Il 21 febbraio 2014, con la sentenza n. 4150, la Cassazione si è pronunciata, per la prima volta, sul tema della riqualificazione della cessione di immobile da demolire in cessione di area edificabile, ai fini delle imposte dirette. La Corte, seppur non motivando esaustivamente la propria posizione, si è espressa contro la tesi dell’Agenzia delle Entrate, la quale ritiene, in caso di cessione di immobile da abbattere, di dover riqualificare l’oggetto della cessione in area edificabile.
La Cassazione è intervenuta una seconda volta, con la sentenza n. 7613/2014, che, seppur rigetti il ricorso del contribuente, che solo da ultimo chiedeva di considerare l’atto come cessione di immobile e non di area, non configura un revirement della Corte.
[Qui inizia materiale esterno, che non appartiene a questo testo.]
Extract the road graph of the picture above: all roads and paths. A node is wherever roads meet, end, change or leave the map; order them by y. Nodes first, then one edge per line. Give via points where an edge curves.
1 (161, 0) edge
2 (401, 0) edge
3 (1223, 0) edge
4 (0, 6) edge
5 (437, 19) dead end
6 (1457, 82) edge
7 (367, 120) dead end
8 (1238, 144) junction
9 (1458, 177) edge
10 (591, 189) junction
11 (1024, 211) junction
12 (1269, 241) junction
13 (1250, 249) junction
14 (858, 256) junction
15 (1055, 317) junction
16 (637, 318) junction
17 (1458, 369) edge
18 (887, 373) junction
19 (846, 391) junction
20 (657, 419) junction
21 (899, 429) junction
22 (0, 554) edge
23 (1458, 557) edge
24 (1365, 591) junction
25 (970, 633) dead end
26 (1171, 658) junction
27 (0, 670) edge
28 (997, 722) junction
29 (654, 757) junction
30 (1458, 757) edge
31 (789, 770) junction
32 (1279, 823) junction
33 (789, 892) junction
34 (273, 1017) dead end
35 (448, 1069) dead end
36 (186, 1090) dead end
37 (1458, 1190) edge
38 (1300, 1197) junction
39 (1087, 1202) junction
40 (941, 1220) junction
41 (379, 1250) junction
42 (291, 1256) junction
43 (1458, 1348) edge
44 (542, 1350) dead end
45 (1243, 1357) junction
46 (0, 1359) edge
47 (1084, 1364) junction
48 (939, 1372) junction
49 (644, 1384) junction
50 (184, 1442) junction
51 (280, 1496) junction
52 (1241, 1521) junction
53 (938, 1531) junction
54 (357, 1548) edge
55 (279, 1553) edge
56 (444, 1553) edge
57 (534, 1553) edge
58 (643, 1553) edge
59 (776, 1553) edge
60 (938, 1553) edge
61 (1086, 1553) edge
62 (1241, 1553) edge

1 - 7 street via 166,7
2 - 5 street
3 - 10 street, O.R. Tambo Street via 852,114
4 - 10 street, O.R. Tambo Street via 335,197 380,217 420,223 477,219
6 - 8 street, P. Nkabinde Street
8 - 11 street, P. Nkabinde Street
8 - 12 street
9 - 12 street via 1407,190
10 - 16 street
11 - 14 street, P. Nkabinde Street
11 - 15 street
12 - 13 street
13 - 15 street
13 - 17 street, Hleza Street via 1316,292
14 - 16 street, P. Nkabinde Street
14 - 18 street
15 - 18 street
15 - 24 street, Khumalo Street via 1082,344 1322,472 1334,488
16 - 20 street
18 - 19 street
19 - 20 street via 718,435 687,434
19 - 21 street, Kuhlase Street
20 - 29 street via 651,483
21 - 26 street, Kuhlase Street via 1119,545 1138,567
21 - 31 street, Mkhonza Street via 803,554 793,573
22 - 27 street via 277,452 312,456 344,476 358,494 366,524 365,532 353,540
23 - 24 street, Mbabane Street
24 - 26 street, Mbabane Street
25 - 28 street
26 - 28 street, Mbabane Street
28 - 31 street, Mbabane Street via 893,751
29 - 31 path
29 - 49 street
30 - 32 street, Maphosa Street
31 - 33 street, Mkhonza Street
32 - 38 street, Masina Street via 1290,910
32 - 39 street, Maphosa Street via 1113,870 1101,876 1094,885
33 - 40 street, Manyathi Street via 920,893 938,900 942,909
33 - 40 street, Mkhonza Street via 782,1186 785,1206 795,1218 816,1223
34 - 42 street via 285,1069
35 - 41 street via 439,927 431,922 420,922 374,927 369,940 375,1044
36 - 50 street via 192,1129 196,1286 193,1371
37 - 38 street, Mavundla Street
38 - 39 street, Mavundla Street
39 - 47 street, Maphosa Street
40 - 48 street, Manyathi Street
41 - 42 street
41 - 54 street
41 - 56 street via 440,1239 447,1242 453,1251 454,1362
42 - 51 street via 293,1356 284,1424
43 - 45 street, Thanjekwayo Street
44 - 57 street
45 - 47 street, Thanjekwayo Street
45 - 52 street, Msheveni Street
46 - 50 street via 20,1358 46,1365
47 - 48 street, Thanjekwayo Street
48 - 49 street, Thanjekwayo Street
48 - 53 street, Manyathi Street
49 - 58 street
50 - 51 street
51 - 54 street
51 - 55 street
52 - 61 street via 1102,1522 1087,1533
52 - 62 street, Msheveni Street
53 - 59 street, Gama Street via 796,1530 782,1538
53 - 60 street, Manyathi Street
Si tratta semplicemente di una caso diverso rispetto al precedente, in quanto il contribuente, erroneamente, richiedeva alla Corte un’indagine di fatto, di competenza, invero, del giudice di merito. Per tale motivo, il ricorso non ha trovato accoglimento.
Con la sentenza n. 15629/2014, la Cassazione si è di nuovo espressa sul tema della cessione di immobili da abbattere, per la seconda volta contro la tesi dell’Amministrazione Finanziaria, argomentando più compiutamente la propria posizione.
Da ultimo, si segnala la più recente sentenza, la n. 24799 del 21 novembre 2014, in tema di imposta di registro. La Cassazione questa volta, si è espressa a favore della tesi dell’Agenzia, accogliendo il suo ricorso e confermando la correttezza della riqualificazione operata, ai fini dell’imposta di registro.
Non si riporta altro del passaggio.